Effective STL to understand your sort operation

Sequencing is always the most commonly used algorithm in data structure, and the algorithm of STL is very rich, and how to use it effectively is worth discussing. I did not find the translation of clause 31 on the Internet, so I translated it myself. --Winter

How do I sort? Let me count there are several ways.

Once the programmer needs to sort the container elements, the sort algorithm will immediately appear in his mind (some programmers may think of qsort, but after reading terms 46, they will discard the idea of using qsort and use the sort algorithm).

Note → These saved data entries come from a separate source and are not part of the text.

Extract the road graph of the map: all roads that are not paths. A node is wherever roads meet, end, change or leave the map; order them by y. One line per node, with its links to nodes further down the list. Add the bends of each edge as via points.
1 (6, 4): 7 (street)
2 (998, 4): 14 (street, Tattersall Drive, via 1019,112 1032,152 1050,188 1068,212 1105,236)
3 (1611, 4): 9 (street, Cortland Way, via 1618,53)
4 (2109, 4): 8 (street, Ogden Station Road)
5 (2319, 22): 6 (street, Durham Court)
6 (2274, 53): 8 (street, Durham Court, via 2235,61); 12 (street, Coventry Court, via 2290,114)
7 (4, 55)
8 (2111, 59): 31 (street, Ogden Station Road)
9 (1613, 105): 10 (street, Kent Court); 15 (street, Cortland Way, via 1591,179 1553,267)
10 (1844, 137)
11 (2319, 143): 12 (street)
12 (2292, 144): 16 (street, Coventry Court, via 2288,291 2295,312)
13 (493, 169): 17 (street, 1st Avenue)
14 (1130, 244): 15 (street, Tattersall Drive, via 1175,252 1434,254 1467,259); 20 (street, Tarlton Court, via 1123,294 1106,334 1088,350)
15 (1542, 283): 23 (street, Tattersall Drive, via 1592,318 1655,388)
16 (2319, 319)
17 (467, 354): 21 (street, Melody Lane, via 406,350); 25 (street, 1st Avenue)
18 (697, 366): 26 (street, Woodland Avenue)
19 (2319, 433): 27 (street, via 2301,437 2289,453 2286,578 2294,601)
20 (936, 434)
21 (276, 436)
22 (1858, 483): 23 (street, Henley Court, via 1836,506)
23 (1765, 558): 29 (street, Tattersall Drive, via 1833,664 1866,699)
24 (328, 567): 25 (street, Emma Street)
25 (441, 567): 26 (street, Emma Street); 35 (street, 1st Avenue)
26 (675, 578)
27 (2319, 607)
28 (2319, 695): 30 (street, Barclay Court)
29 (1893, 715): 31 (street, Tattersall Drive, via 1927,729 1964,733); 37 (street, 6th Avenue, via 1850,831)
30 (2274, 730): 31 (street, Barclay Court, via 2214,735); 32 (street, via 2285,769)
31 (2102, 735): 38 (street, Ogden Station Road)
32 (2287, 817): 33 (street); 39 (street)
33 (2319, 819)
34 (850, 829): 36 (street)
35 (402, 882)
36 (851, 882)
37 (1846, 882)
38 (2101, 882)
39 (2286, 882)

Sort is a very good algorithm, but when you don't really need it, it's a waste. Sometimes you don't need a complete sort (for short, full sorting). For example, you have a vector container that contains the Widget object (widget means "small pendant"), and you want to give the best 20 widgets to your best customers, all you need to do is to find out the 20 best quality widget elements, The rest does not need to be concerned with their order. What you need is a partial sort (relative to the full sort), just in the algorithm there is a veritable part of the sort function function: Partial_sort:

bool qualityCompare(const Widget& lhs, const Widget& rhs)
{
　　// lhs的质量不比rhs的质量差时返回true，否则返回false
}
…
partial_sort (widgets.begin(), 　　// 把质量最好的20元素
　　widgets.begin() + 20,　　　// 顺序放入widgets容器中
　　widgets.end(),
　　qualityCompare);
… 　// 使用 widgets...

By calling Partial_sort, the 20 elements that start in the container are the 20 best widgets you need, and in order, the quality first is widgets[0, followed by widgets [1], and so on. So you can give the quality of the first widget to your best customers, the quality of the second widget can be given to the next customer, it is convenient, more convenient is still in the back.

If you just want to give the 20 best widget gifts to your best 20 customers without having to match them, Partial_sort is a bit overqualified here. Because here, you just have to figure out these 20 elements without having to sort them out. What you need is not partial_sort, but nth_element.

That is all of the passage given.